Deepti Thore looks at the capabilities of the smart, future-ready factory.
The automotive industry, globally, is finding ways to overcome the shortage of semiconductors. In effect, even with demand sentiment improving, these big supply-side constraints are the biggest handicap for automotive Original Equipment Manufacturers (OEM). It is feared to continue to negatively impact growth for the rest of the fiscal. For a semiconductor, wafers are the key input raw material. After all, it is on these wafers that fabrication with a series of repeated sequential steps aid in the production of electronic circuits on the semiconductor wafer.
Bosch is among manufacturers looking at capacity expansion and key acquisitions to ease the bottleneck that is nothing short of a crisis. Dr Volkmar Denner, Chairman of the Board of Management, Robert Bosch GmbH, in a company release claims, “In Dresden, with the help of artificial intelligence, we will take semiconductor manufacturing to the next level.” In June 2021, the company had announced the inauguration of Bosch Wafer Fab in Dresden, Germany. Touted as the world’s most modern wafer fabrication labs. The smart, future-ready factory is claimed to be fully connected, data-driven, and notably capable of self-optimising. At the factory, the integrated processes coupled with Artificial Intelligence (AI) sets a new benchmark for industry 4.0 manufacturing as per Denner. “The new wafer fab is the single largest investment in the company’s history. This cannot be stressed too much. Its size and additional production capacity alone are impressive. The very latest methods of data-driven continuous improvement in production make the Dresden plant a smart factory. To put it another way: in this plant, natural and artificial intelligence have joined forces with the internet of things to form a productive symbiosis,” he mentions.
Smart manufacturing
Automotive chips are special grade chips. Subjected to varied and challenging operating conditions in different terrains and in suboptimal conditions, they require special expertise. As chips must meet higher standards of reliability, it translates to the development of automotive semiconductors being more complicated than in other applications. This requires specialist expertise, and Bosch is backing itself. Harald Kroeger, Member of the Board of Management of Robert Bosch GmbH, explains, “This dual strength – the combination of chip and systems expertise – is strategically important for Bosch.” Through the new wafer fab, Bosch will continue to ensure product quality, and continuous refinement at reduced costs in line with the self-optimising capabilities of the smart, future-ready factory.

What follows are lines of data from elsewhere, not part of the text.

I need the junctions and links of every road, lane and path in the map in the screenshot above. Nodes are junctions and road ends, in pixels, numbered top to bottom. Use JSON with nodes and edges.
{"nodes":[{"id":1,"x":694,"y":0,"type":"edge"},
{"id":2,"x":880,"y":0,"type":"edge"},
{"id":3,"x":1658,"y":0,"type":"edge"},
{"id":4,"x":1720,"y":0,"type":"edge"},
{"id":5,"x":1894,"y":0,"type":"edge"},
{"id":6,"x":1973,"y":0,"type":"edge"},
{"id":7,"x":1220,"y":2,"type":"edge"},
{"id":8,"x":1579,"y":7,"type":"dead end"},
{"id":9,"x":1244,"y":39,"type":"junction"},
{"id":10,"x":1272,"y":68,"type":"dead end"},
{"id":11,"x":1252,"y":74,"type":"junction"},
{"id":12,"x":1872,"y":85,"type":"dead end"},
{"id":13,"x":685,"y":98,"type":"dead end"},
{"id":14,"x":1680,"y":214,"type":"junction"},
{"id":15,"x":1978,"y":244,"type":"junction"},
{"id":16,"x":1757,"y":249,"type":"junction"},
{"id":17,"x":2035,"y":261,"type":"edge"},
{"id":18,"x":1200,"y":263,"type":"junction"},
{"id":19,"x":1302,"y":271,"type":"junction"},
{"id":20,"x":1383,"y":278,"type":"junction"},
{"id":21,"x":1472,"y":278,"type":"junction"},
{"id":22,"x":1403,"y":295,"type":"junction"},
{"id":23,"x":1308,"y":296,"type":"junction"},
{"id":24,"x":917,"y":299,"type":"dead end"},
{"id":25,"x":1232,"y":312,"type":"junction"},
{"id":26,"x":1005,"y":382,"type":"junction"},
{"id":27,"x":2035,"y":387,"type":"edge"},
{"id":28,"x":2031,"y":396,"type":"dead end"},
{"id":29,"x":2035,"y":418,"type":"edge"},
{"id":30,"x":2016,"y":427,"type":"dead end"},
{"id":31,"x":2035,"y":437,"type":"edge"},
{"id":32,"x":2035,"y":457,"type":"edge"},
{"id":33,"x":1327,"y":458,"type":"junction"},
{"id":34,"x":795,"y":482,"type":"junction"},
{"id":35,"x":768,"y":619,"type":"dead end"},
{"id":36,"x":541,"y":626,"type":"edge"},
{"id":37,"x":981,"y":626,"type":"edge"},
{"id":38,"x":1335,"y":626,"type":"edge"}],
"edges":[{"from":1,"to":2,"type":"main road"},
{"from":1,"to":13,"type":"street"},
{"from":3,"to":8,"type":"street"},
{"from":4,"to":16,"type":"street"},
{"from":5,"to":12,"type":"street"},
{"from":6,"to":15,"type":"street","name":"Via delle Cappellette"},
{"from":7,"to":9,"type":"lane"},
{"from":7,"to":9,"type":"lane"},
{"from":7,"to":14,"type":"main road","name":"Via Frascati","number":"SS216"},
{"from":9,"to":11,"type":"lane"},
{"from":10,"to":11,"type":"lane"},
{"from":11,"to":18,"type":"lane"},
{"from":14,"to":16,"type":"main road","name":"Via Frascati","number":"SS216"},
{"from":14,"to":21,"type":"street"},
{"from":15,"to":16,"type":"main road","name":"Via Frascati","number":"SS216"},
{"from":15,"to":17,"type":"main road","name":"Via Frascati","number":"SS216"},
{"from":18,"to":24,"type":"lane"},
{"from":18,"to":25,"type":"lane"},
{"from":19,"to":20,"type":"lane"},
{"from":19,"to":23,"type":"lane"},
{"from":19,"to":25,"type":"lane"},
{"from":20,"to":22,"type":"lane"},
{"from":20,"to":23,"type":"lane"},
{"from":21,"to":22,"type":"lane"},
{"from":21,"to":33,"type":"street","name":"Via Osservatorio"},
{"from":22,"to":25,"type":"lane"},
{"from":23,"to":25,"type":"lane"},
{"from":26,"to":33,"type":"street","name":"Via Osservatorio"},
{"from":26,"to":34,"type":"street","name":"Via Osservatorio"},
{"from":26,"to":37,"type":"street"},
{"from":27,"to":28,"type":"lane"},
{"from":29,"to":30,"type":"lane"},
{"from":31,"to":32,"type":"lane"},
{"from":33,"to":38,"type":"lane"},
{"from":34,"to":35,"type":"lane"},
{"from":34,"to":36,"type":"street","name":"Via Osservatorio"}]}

With an estimated investment of one billion euros, the new wafer fab will put to use a comprehensive IT system including multiple server-driven, computer-controlled manufacturing systems riding high on automation. The applications benefit from a connected infrastructure operating at 5G speeds for a quicker turnaround and exchange of information. Wafer fabrication is expected to commence in September 2021 and is expected to boost the availability of semiconductors. “The new Bosch wafer fab will boost our capacity in microelectronics. Microelectronics is the basis for nearly every promising technology, for applications of artificial intelligence, for quantum computing, and for automated and connected driving – which is also a Bosch speciality,” stated Chancellor of the Federal Republic of Germany, Dr Angela Merkel on the sidelines of the inauguration. ACI
Wafer Fabrication
Just 60 µm thick, the 300 mm silicon discs are the key input material for the semiconductor chips. In a six-week production process, these finished wafers accommodate 31,000 individual chips. “Our new wafer fab sets standards in automation, digitalisation, and connectivity,” cites Harald Kroeger, Member of the Board of Management of Robert Bosch GmbH. Known to be light-sensitive, it requires the chips to be developed in a highly isolated environment. The wafers are handled in an end-to-end automated fabrication process which is a USP of the factory. An autonomous conveyor system manoeuvres the wafers from one station to the other. Using multi-axis robotic arms, the wafers are dipped in specialised liquid formulations followed by colossal microscopes scanning them independently at the end of the production line. An AI-powered algorithm is said to detect even the slightest imperfections including image inspections, and scans of wafer signatures. To produce the semiconductor chips, the untreated or “bare” wafers are then processed for several weeks.